O Lancastrian na época era a aeronave que conseguia voar mais alto, chegando 24 mil pés de altitude. Constatando que o mau tempo se aproximava, o piloto Reginald Cook teria subido até quase ao limite do que sua aeronave tolerava. Passou a voar então acima das nuvens e cadeia montanhosa. Como esse avião não era pressurizado, a aeromoça Iris Evans, teria sugerido o uso de oxigênio aos passageiros. Sem o auxílio de uma base em terra para orientar sua navegação, nem tampouco podendo contar com os sistemas de satélite que temos hoje em dia, a tripulação estimava sua posição através de cálculos feitos na base do compasso, cronômetro e na velocidade do vento. Apesar do equipamento considerado rudimentar para os padrões atuais, o experimentado piloto Cook era capaz de obter com impressionante precisão as informações que orientavam o vôo, mesmo sem o contato visual com o solo.

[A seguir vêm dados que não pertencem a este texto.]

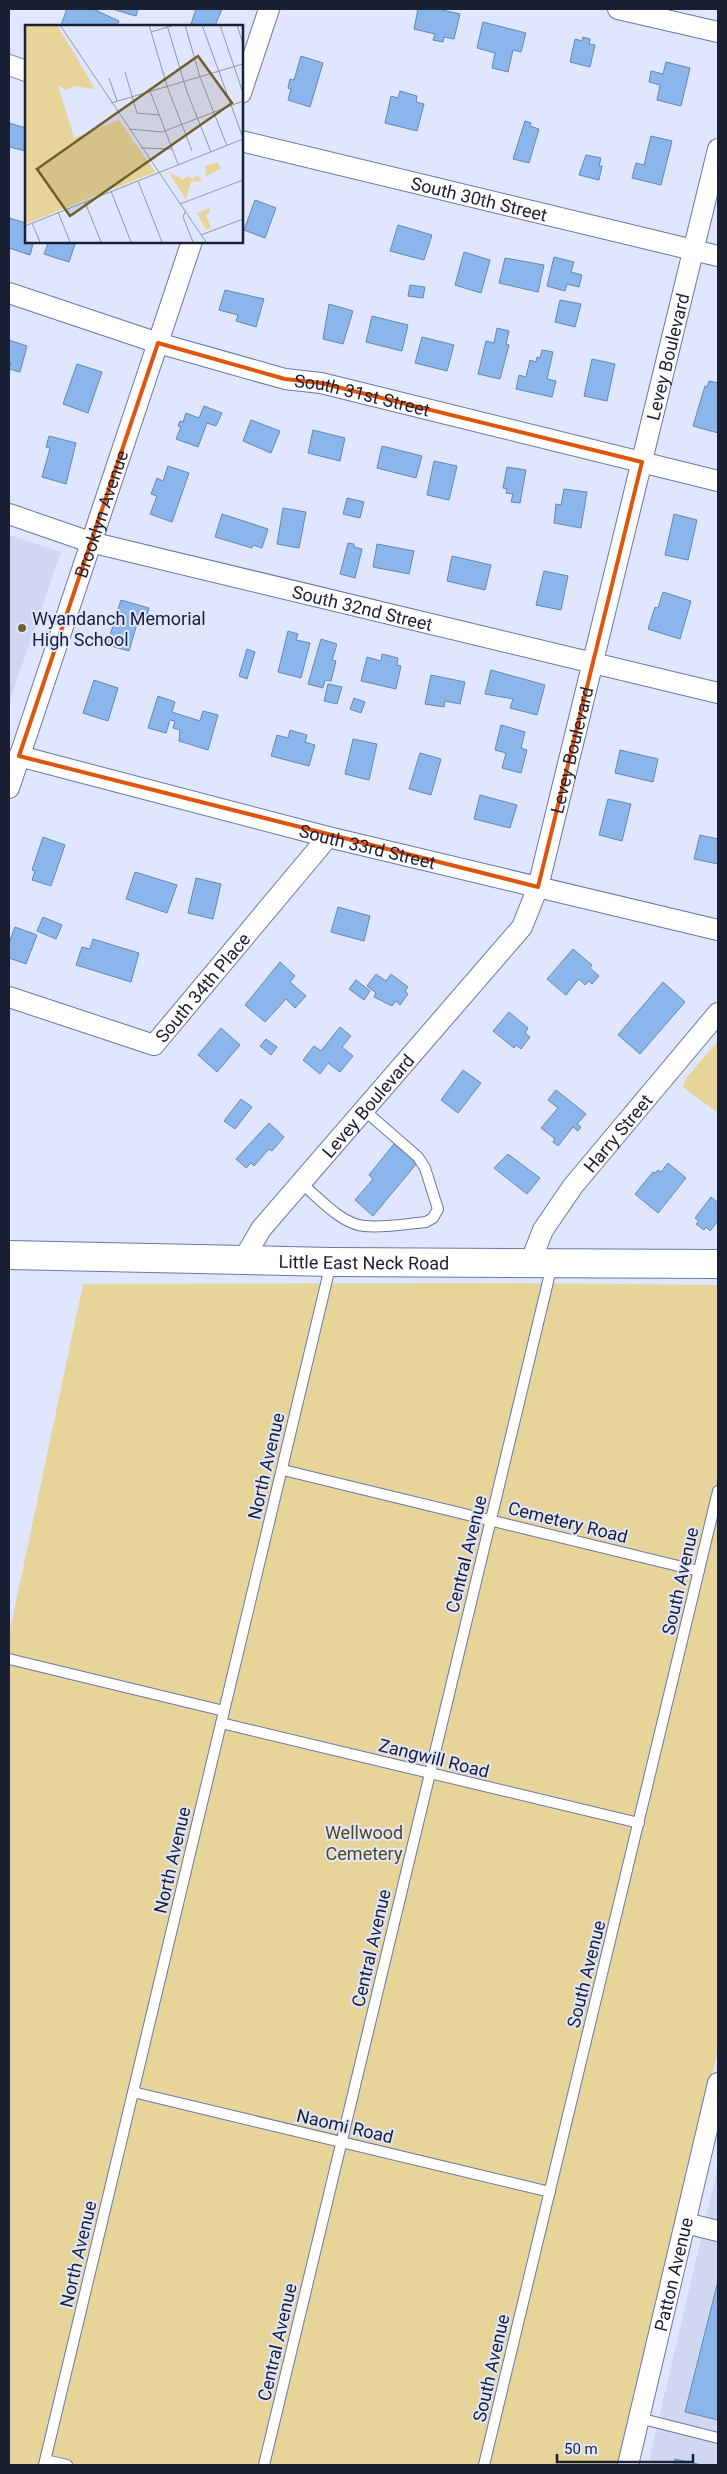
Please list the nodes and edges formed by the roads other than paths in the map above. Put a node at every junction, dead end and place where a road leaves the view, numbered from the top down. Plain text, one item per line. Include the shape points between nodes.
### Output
1 (269, 9) edge
2 (618, 9) edge
3 (718, 32) edge
4 (9, 65) edge
5 (25, 70) edge
6 (242, 90) edge
7 (242, 141) edge
8 (718, 149) edge
9 (192, 242) edge
10 (694, 250) junction
11 (718, 256) edge
12 (9, 293) edge
13 (158, 343) junction
14 (642, 462) junction
15 (718, 480) edge
16 (9, 514) edge
17 (90, 542) junction
18 (592, 662) junction
19 (718, 693) edge
20 (20, 756) junction
21 (9, 788) edge
22 (328, 837) junction
23 (538, 887) junction
24 (718, 930) edge
25 (9, 997) edge
26 (718, 1013) edge
27 (364, 1110) junction
28 (301, 1183) junction
29 (9, 1255) edge
30 (243, 1260) junction
31 (331, 1262) junction
32 (541, 1263) junction
33 (718, 1264) edge
34 (282, 1470) junction
35 (718, 1491) edge
36 (491, 1520) junction
37 (699, 1571) junction
38 (9, 1659) edge
39 (224, 1711) junction
40 (222, 1722) junction
41 (429, 1774) junction
42 (639, 1823) junction
43 (718, 2083) edge
44 (133, 2092) junction
45 (342, 2142) junction
46 (550, 2192) junction
47 (685, 2223) junction
48 (718, 2231) edge
49 (639, 2418) junction
50 (718, 2438) edge
51 (44, 2463) edge
52 (67, 2465) edge
53 (264, 2465) edge
54 (484, 2465) edge
55 (628, 2465) edge

1 - 6 street
2 - 3 street
4 - 5 street
7 - 10 street, South 30th Street
8 - 10 street, Levey Boulevard
9 - 13 street, Brooklyn Avenue
10 - 11 street, South 30th Street
10 - 14 street, Levey Boulevard
12 - 13 street, South 31st Street
13 - 14 street, South 31st Street via 286,379 321,383
13 - 17 street, Brooklyn Avenue
14 - 15 street, South 31st Street
14 - 18 street, Levey Boulevard
16 - 17 street, South 32nd Street
17 - 18 street, South 32nd Street
17 - 20 street, Brooklyn Avenue
18 - 19 street, South 32nd Street
18 - 23 street, Levey Boulevard
20 - 21 street, Brooklyn Avenue
20 - 22 street, South 33rd Street
22 - 23 street, South 33rd Street
22 - 25 street, South 34th Place via 154,1045
23 - 24 street, South 33rd Street
23 - 27 street, Levey Boulevard via 522,927
26 - 32 street, Harry Street via 573,1186 536,1242
27 - 28 street, Levey Boulevard
27 - 28 lane via 422,1162 438,1209 433,1218 426,1222 363,1226 337,1213
28 - 30 street, Levey Boulevard via 261,1229
29 - 30 main road, Little East Neck Road
30 - 31 main road, Little East Neck Road
31 - 32 main road, Little East Neck Road
31 - 34 lane, North Avenue
32 - 33 main road, Little East Neck Road
32 - 36 lane, Central Avenue
34 - 36 lane, Cemetery Road
34 - 39 lane, North Avenue
35 - 37 lane, South Avenue
36 - 37 lane, Cemetery Road
36 - 41 lane, Central Avenue
37 - 42 lane, South Avenue
38 - 39 lane
39 - 40 lane, North Avenue
40 - 41 lane, Zangwill Road
40 - 44 lane, North Avenue
41 - 42 lane, Zangwill Road
41 - 45 lane, Central Avenue
42 - 46 lane, South Avenue
43 - 47 street, Patton Avenue
44 - 45 lane, Naomi Road
44 - 51 lane, North Avenue
45 - 46 lane, Naomi Road
45 - 53 lane, Central Avenue
46 - 54 lane, South Avenue
47 - 48 street
47 - 49 street, Patton Avenue
49 - 50 lane
49 - 55 street, Patton Avenue
51 - 52 lane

Depois de várias horas voando acima das densas nuvens, os cálculos do piloto lhe indicavam que já havia transposto os Andes. Ele deu inicío então a delicada descida. O operador de radio do avião emitiu mensagem em código Morse informando que faltavam cerca de 4 minutos para a chegada em Santiago e ao final ele enviou as enigmáticas letras: 'STENDEC'. O operador no aeroporto não tinha porque questionar a posição informada pelo Stardust, embora não tenha entendido a palavra final. Ele pediu então para que o operador da aeronave a repetisse. O operador de rádio no aeroporto então recebeu a mesma palavra por mais duas vezes. Depois disso não houve mais respostas do Stardust.

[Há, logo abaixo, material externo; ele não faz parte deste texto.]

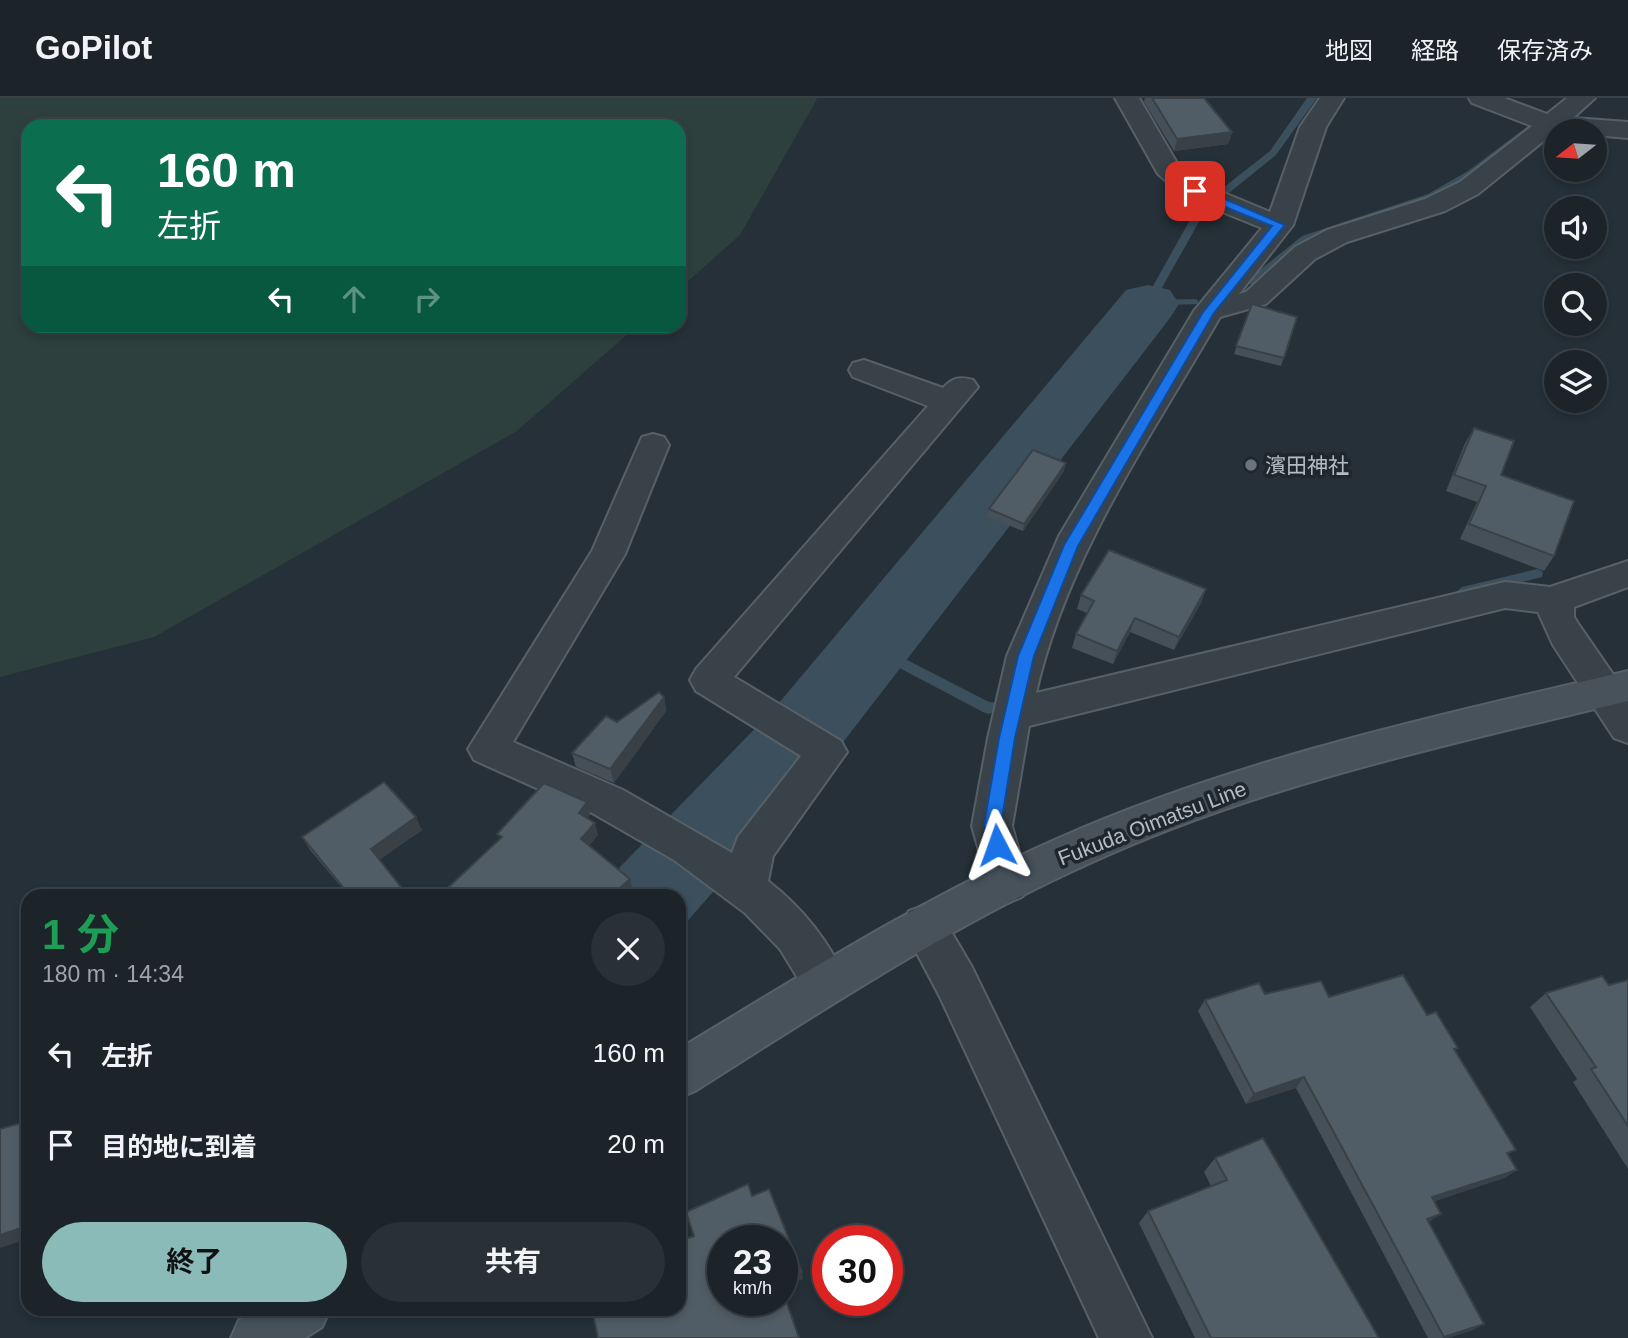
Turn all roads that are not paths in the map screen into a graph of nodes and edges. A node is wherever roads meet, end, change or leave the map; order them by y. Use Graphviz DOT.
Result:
graph roads {
  1 [pos="1127,98"];
  2 [pos="1332,98"];
  3 [pos="1480,98"];
  4 [pos="1583,98"];
  5 [pos="1556,119"];
  6 [pos="1544,122"];
  7 [pos="1607,128"];
  8 [pos="1544,129"];
  9 [pos="1628,130"];
  10 [pos="1279,225"];
  11 [pos="1209,312"];
  12 [pos="864,370"];
  13 [pos="653,445"];
  14 [pos="1627,571"];
  15 [pos="1556,601"];
  16 [pos="1616,689"];
  17 [pos="1014,713"];
  18 [pos="1628,727"];
  19 [pos="733,877"];
  20 [pos="1007,884"];
  21 [pos="924,925"];
  22 [pos="826,983"];
  23 [pos="686,1071"];
  24 [pos="293,1316"];
  25 [pos="257,1338"];
  26 [pos="1126,1338"];
  1 -- 10 [label="street"];
  2 -- 10 [label="street"];
  3 -- 6 [label="street"];
  4 -- 5 [label="street"];
  7 -- 9 [label="street"];
  8 -- 11 [label="street"];
  10 -- 11 [label="street"];
  11 -- 17 [label="street"];
  12 -- 19 [label="street"];
  13 -- 19 [label="street"];
  14 -- 15 [label="street"];
  15 -- 16 [label="street"];
  15 -- 17 [label="street"];
  16 -- 18 [label="street"];
  16 -- 20 [label="main road, Fukuda Oimatsu Line"];
  17 -- 20 [label="street"];
  19 -- 22 [label="street"];
  20 -- 21 [label="main road, Fukuda Oimatsu Line"];
  21 -- 22 [label="main road, Fukuda Oimatsu Line"];
  21 -- 26 [label="street"];
  22 -- 23 [label="main road, Fukuda Oimatsu Line"];
  24 -- 25 [label="main road"];
}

O avião havia se chocado contra o a parte mais alta do Tupungato, a cerca de 50 milhas do aeroporto de Santiago matando todos seus ocupantes. O impacto no monte coberto de neve provavelmente provocou uma avalanche que soterrou os destroços do Stardust impedindo que as missões de busca o encontrasse.
Acúmulos sucessivos de neve ao longo do tempo fizeram com que os restos do acidente fossem cada vez mais enterrados no gelo da montanha. Lentamente os destroços foram então descendo junto com a neve que o envolvia em direção a base do monte onde o ar já não é tão frio. Cinco décadas se passaram até que os restos do Lancastrian emergisse da neve para ser encontrado.
Ao analisarem relatórios climáticos da época pesquisadores sugerem que a causa mais provável do acidente foi um terrível erro de cálculo do piloto Reginald Cook: eles explicam que na época do vôo do Stardust as condições naquela parte da América do Sul eram perfeitas para que ocorresse um fenômeno conhecido hoje como “Jet stream”. Tratam-se de correntes de vento de grande velocidade que formam em elevadas altitudes. Essas correntes deslocando-se velozmente eram desconhecidas na época pelo capitão Cook. A forte resistência causada por esse fenômeno fez com que a aeronave perdesse velocidade confundindo os cálculos da tripulação.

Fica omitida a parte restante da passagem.